El problema es que estos eventos cada vez ocurren con mayor frecuencia. En Canadá, el oeste de Estados Unidos, el sur de Chile y Argentina (entre otras regiones del planeta), se registran cada vez más incendios capaces de generar su propio clima (con tormentas eléctricas impulsadas por el calor). Este tipo de incendios no solo arrasan ecosistemas, sino que inyectan grandes volúmenes de humo directamente en capas estables de la atmósfera.

El estudio advierte que ignorar estos procesos implica subestimar su impacto climático. El humo en altura no se comporta como el que permanece cerca de la superficie. Su duración, distribución y efectos radiativos son distintos, lo que obliga a repensar cómo los incendios forestales extremos influyen en el sistema climático global.

Medir el resultado de los incendios forestales más allá de la superficie

Para analizar este fenómeno, el equipo de la Escuela de Ingeniería y Ciencias Aplicadas John A. Paulson de Harvard realizó una campaña inédita. Utilizó la aeronave ER-2 de la NASA, capaz de volar a gran altitud, para atravesar una columna de humo apenas cinco días después de un incendio ocurrido en Nuevo México. La localización precisa fue posible gracias a satélites geoestacionarios.

El objetivo fue claro: estudiar humo “joven”, algo que la mayoría de las investigaciones previas no había logrado. Hasta ahora, los estudios se basaban en humo estratosférico de varias semanas de antigüedad, cuando muchos procesos físicos ya habían cambiado. Esta medición temprana permitió observar cómo evolucionan las partículas apenas ingresan a la atmósfera superior.

Durante el vuelo, los investigadores emplearon espectrómetros ópticos y otros instrumentos especializados para medir el tamaño, la concentración y la composición de los aerosoles. Los datos obtenidos revelaron características inesperadas que explican por qué estos incendios pueden tener efectos climáticos más profundos de lo que se creía.

A partículas más grandes, efectos más fuertes

Uno de los hallazgos centrales del estudio fue el tamaño de las partículas de humo. En la columna analizada, los aerosoles alcanzaban aproximadamente 500 nanómetros de diámetro, el doble de lo que suelen medir en altitudes más bajas. Este crecimiento se debe a un proceso de coagulación que se produce en la troposfera superior, donde la mezcla del aire es muy lenta.

En esas condiciones, las partículas permanecen concentradas durante más tiempo y colisionan con mayor frecuencia, lo que favorece su unión y crecimiento. Aunque la coagulación ocurre en toda la atmósfera, en esta región específica se vuelve mucho más efectiva, generando aerosoles con propiedades distintas a las que los modelos climáticos suelen considerar.

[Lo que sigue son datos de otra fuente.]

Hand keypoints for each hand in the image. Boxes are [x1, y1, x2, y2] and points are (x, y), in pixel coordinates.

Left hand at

El impacto es notorio. Estas partículas más grandes aumentan la radiación saliente entre un 30% y un 36% en comparación con los aerosoles más pequeños. Esto a su vez, produce un marcado efecto de enfriamiento local, un fenómeno que hoy no está incorporado en los modelos climáticos globales.

¿Cómo afecta el humo al clima global?

Los modelos climáticos actuales no contemplan el efecto de estas partículas de humo de gran tamaño en la atmósfera superior. Esto quiere decir que ciertos procesos de enfriamiento de la Tierra están siendo subestimados o directamente ignorados. El humo, al igual que otros aerosoles, puede absorber o dispersar la radiación solar. 

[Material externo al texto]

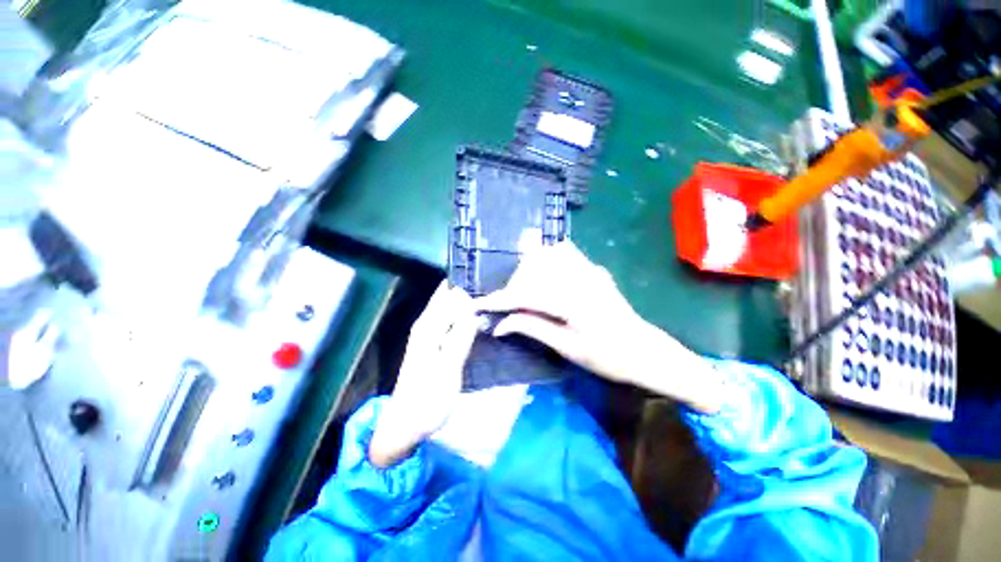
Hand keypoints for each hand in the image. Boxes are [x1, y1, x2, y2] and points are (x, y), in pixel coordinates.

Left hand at [369, 281, 480, 466]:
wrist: (407, 425)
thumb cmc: (427, 400)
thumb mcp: (447, 370)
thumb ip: (459, 338)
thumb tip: (472, 308)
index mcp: (428, 327)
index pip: (449, 294)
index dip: (468, 284)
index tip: (492, 278)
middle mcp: (427, 324)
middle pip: (448, 297)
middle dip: (470, 290)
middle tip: (497, 288)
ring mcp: (430, 334)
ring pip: (450, 307)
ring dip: (469, 301)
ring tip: (494, 298)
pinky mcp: (435, 344)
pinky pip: (452, 320)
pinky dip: (465, 315)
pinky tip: (480, 317)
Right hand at [475, 242, 723, 413]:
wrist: (645, 351)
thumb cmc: (608, 357)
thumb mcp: (567, 348)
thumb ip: (532, 328)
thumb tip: (500, 325)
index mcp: (572, 300)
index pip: (525, 295)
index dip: (498, 300)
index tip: (477, 305)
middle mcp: (579, 277)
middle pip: (533, 269)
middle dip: (514, 286)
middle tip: (507, 307)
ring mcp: (589, 269)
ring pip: (548, 254)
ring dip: (529, 270)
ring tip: (524, 290)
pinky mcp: (594, 270)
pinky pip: (566, 253)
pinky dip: (548, 259)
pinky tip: (544, 273)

En este caso, el aumento de la radiación saliente modifica el equilibrio entre la energía que entra y la que sale del sistema terrestre. Esto podría afectar procesos como el ciclo hidrológico, la circulación atmosférica y la dinámica de las corrientes en chorro. 

Además, los investigadores advierten que el calentamiento local provocado por partículas que absorben luz solar podría alterar patrones de circulación global. Las consecuencias exactas aún no están claras, pero científicos y miembros de organizaciones ambientalistas como Greenpeace creen que el impacto climático de los incendios extremos es más complejo de lo que se creía. Y que, por lo tanto, son un factor que la ciencia debe considerar.